Name That Scenario

← Inference for Logistic Regression Next: Conclusion →

In this module, we've identified the type of inference to be performed. Data scientists aren't always told as clearly what the parameter of interest is, or what type of inference should be performed. Part of the job of the data scientist is to help determine what is the most appropriate analysis for any given scenario.

In this section, we're going to provide some guiding questions to ask as you determine what type of inference would be the most appropriate. We'll then include a few questions that you can use to test your understanding.

Important Questions

Before determining the types of inference that may be appropriate, it can help to learn more about the current data. Some important features that can help include:

What is an observational unit? That is, a single row of the dataset is recorded for what?
What variables are recorded for each observational unit?
What is the research question of interest? Having a well-defined research question can help design the research plan to best address the question.
What variable(s) could be used to answer the research question of interest?
What is the population of interest? How does the sample relate to the population of interest?

Once the research question and variable(s) of interest have been identified, it's important to start determining the appropriate analytical approaches to employ. Some helpful questions to guide you to an answer include:

How many populations do you have?
How many variable(s) are you analyzing?
What variable type (categorical or quantitative) is each variable?
What role does each variable play?

What do we do with this information? Recall that if we are using theory to perform inference, we have more limitations on our parameters. In this case, the most common parameters are $\mu$, $\mu_1- \mu_2$, $p$, $p_1-p_2$, $\beta$ for linear regression, and $\beta$ for logistic regression. If we allow simulation-based approaches, we can be more flexible in the types of parameters that are allowed.

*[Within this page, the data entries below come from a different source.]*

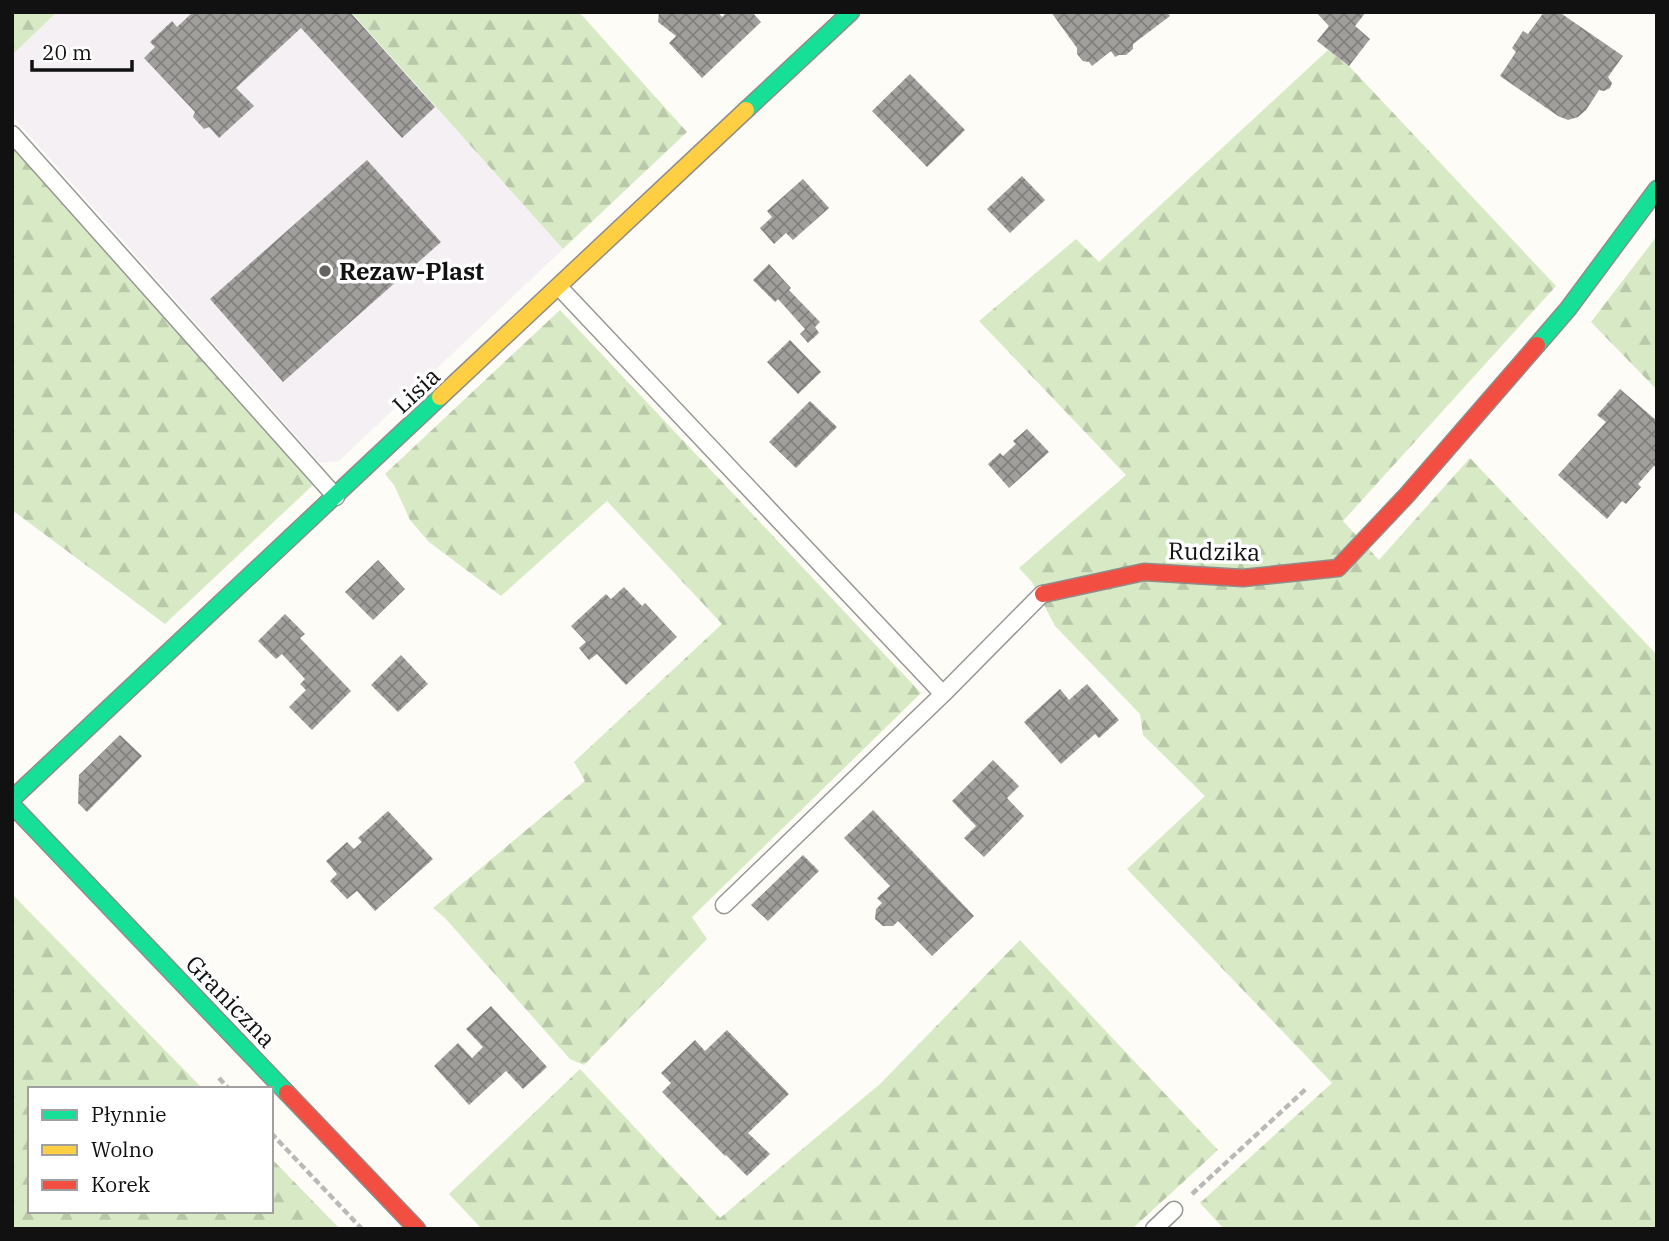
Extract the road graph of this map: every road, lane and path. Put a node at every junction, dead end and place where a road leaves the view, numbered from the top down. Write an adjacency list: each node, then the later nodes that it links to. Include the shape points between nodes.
1 (851, 12): 4 (street, Lisia)
2 (12, 134): 5 (lane)
3 (1657, 189): 6 (street, Rudzika, via 1569,309 1338,568 1242,578 1144,572)
4 (559, 286): 5 (street, Lisia); 7 (lane)
5 (336, 497): 8 (street, Lisia)
6 (1043, 594): 7 (lane, Rudzika)
7 (943, 694): 10 (lane, Rudzika)
8 (12, 799)
9 (12, 805): 15 (street, Graniczna)
10 (724, 905)
11 (1307, 1088): 13 (path)
12 (273, 1135): 14 (path)
13 (1174, 1210): 16 (lane)
14 (362, 1229)
15 (416, 1229)
16 (1154, 1229)

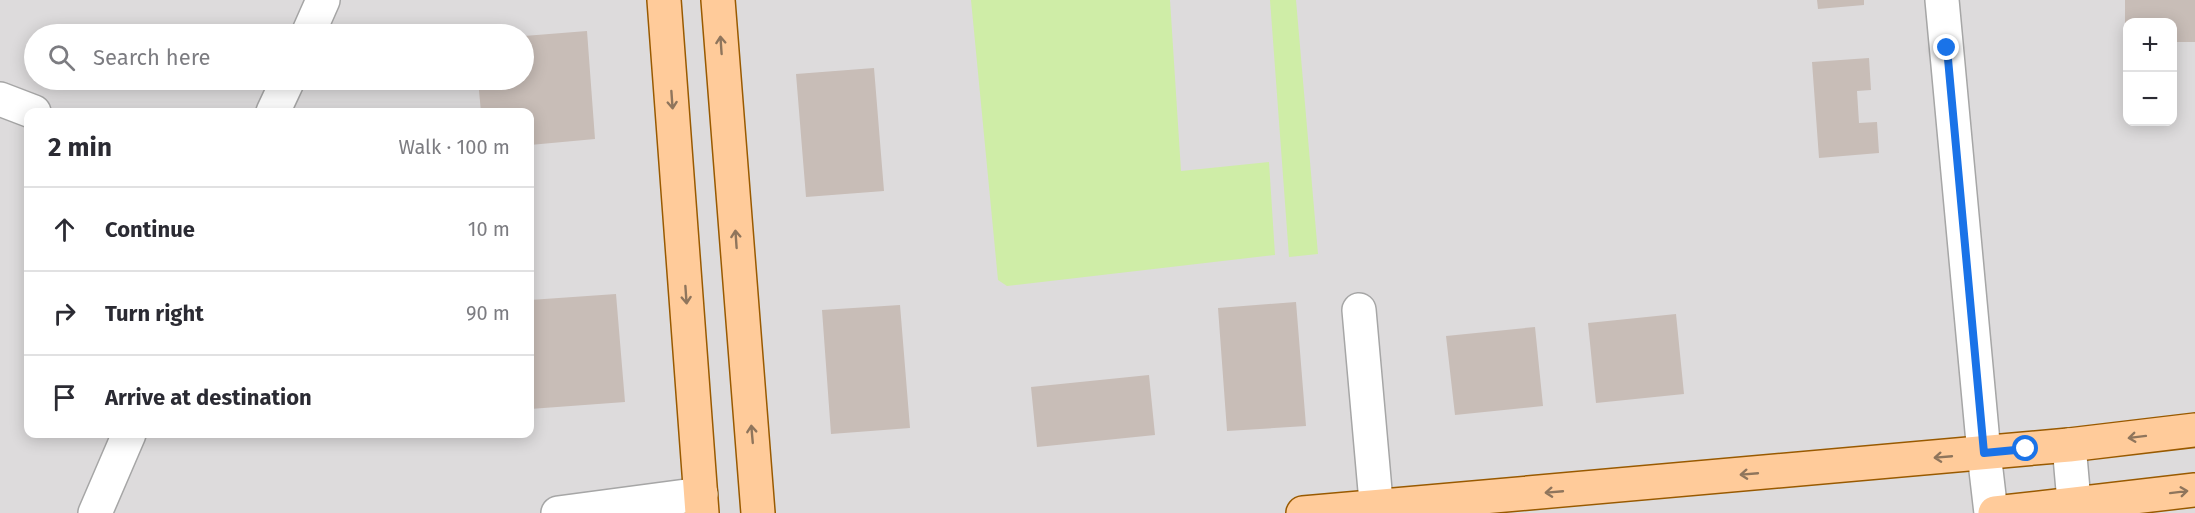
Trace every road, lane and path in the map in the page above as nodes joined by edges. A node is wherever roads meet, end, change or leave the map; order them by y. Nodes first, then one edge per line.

For example, $\mu$ is the appropriate parameter if we record one quantitative variable from one population. With only one variable, this variable would be less likely to have a specified role associated with it.

The following table can help with determining the most appropriate parameter based on the situation.

Flowchart to select a parameter based on the number, type, and role of variable(s) — Flowchart to help determine an appropriate parameter for a scenario

Note that multiple populations can be defined either by gathering data from different populations or by recording a variable that serves as a way to identify the population each observation belongs to. This could then be represented as two (or more) distinct datasets for each population or one dataset with more variables. Above, we've considered the situation where the groups are recorded as a variable.

Note that similar parameters could be identified for each situation if simulation-based approaches are also considered.

Additionally, what is the most appropriate technique to apply to the research question of interest?

Is the question more descriptive in nature and about the sample? Could the question be answered definitively based on the available data? In this case, inference would not be required and interpretations of sample analysis could be sufficient.
Is the question about the population? In this case, we may want to use inference?
- Then, is our question about estimating a characteristic of the population(s) using sample data? If so, a confidence interval would be most appropriate.
- Is our question about evaluating a theory about a characteristic of the population(s)? In other words, do we have a theory to evaluate? If so, hypothesis testing would be most appropriate.
As always, we should also consider potential limitations to the data and/or analysis procedures.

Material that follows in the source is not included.